Afinal, houve ou não houve traição? Essa é a pergunta que norteia a trama de Dom Casmurro de Machado de Assis. Todo mundo já ouviu falar de Capitu e seus “olhos de ressaca”, mas pouquíssimas pessoas realmente entendem o verdadeiro significado da trama elaborada pelo grande mestre.
Na escola, quando somos obrigados a ler essa obra magnífica precocemente, as discussões costumam girar em torno da suposta traição e suas supostas evidências. No entanto, Machado era excepcional na arte da manipulação e nós, como mentes adolescentes e imaturas, não “pegamos” a intenção.
Mas antes de esmiuçar a relação intima dos personagens, vamos falar um pouquinho do autor. Certamente nenhum outro escritor tupiniquim foi tão estudado quanto Machado de Assis e, arrisco, nenhum outro tem tantas qualidades para ser um verdadeiro clássico. Ao nascer, Machado não tinha muito a seu favor. Era pobre, negro e gago em uma sociedade que era, no mínimo, cruel e desigual.

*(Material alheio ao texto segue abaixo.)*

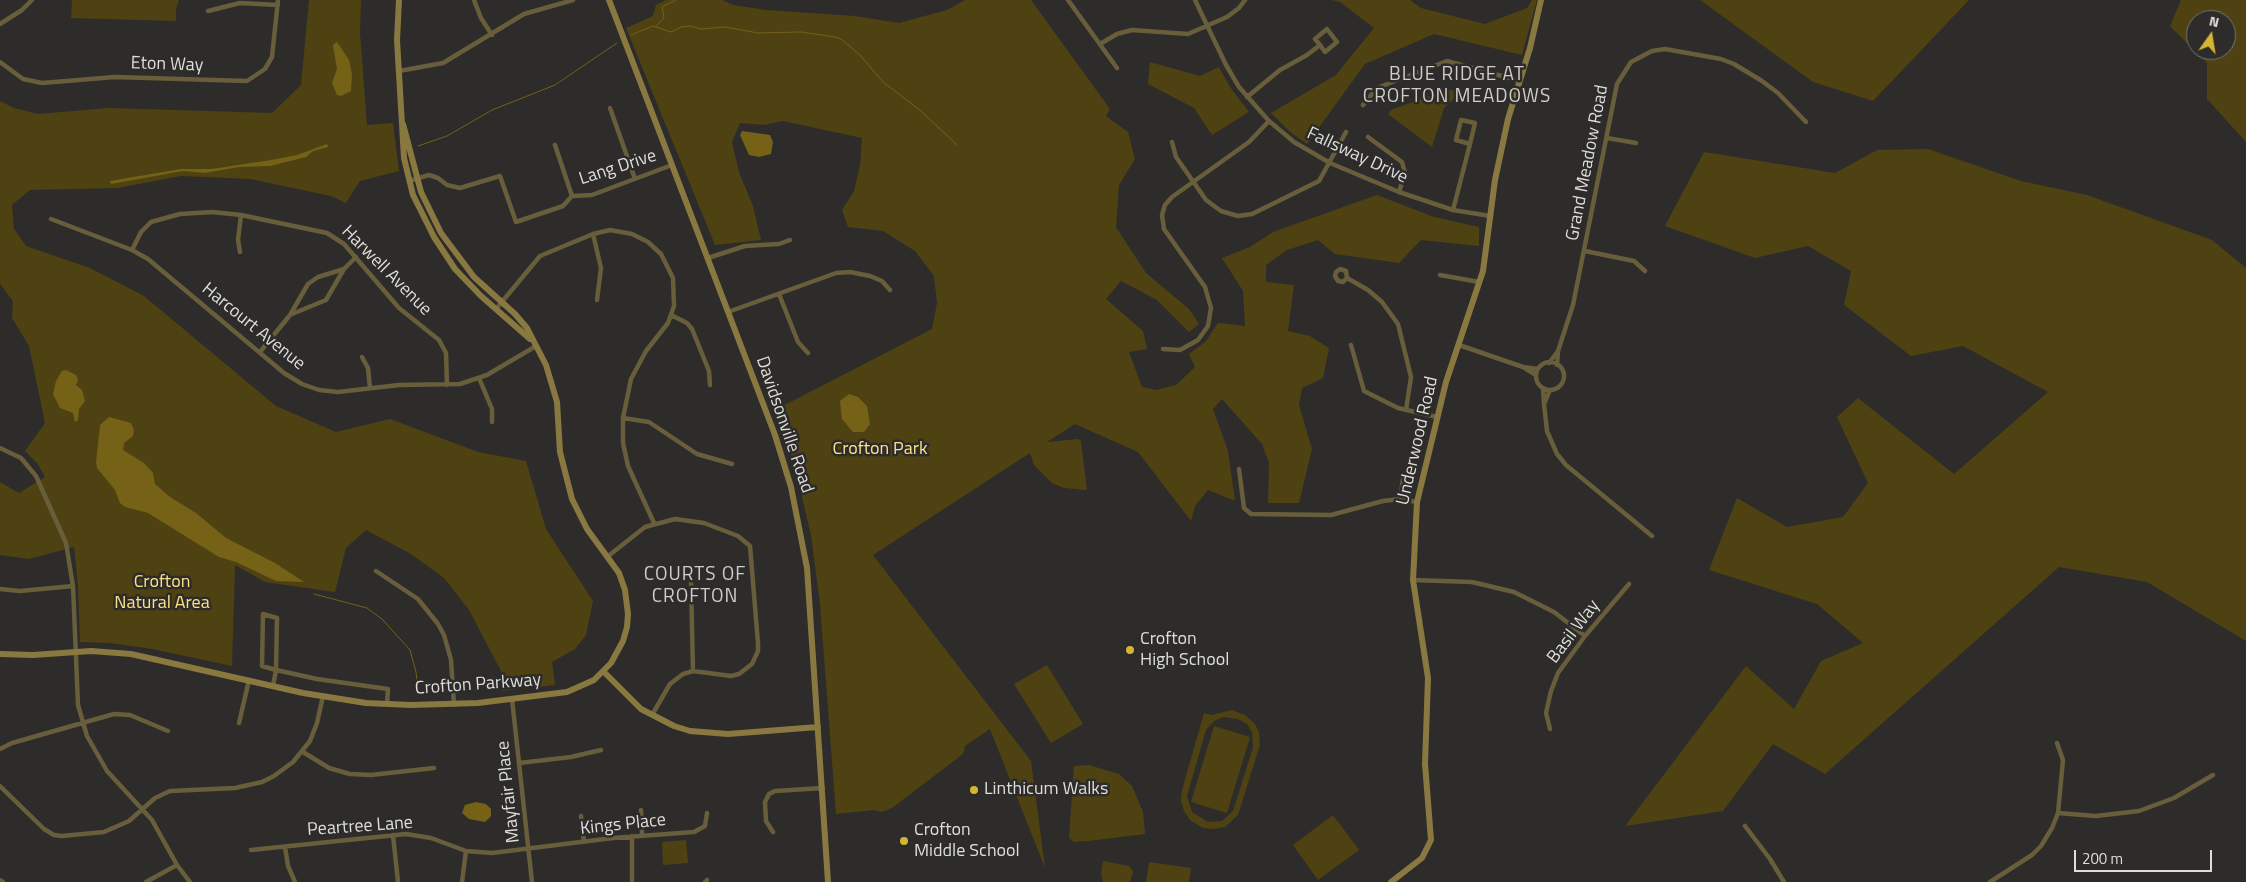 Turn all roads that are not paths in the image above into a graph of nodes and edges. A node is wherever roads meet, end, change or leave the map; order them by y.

Aliás, criticas à sociedade da época são frequentes em seus livros.
Alerta de Spoiler
Da mesma forma que Otelo, o famoso personagem de Shakespeare, Bentinho passa a sentir ciumes intensos de Capitu em relação a seu amigo, Escobar. Otelo mata injustamente Desdêmona por culpa da influência de Iago. Em Dom Casmurro ninguém é assassinado, mas podemos perceber muitas influências sobre Bentinho, tanto externas quanto da sua própria personalidade. Aliás, Bentinho se chama Bento Santiago, ele tem o “Iago” em seu próprio nome.
Muito tempo antes de Bentinho confrontar definitivamente Capitu e arruinar o próprio romance, ele nos dá inúmeros indícios de que é mimado e confuso. Ele não consegue ver com clareza a relação entre Capitu e Escobar como não consegue ver com clareza a si mesmo. E quanto à Capitu? Bom, sem maiores definições além daquela feita pelo próprio “marido traído” aos quatorze anos: “Capitu, isto é, uma criatura muito particular, mais mulher do que eu era homem”.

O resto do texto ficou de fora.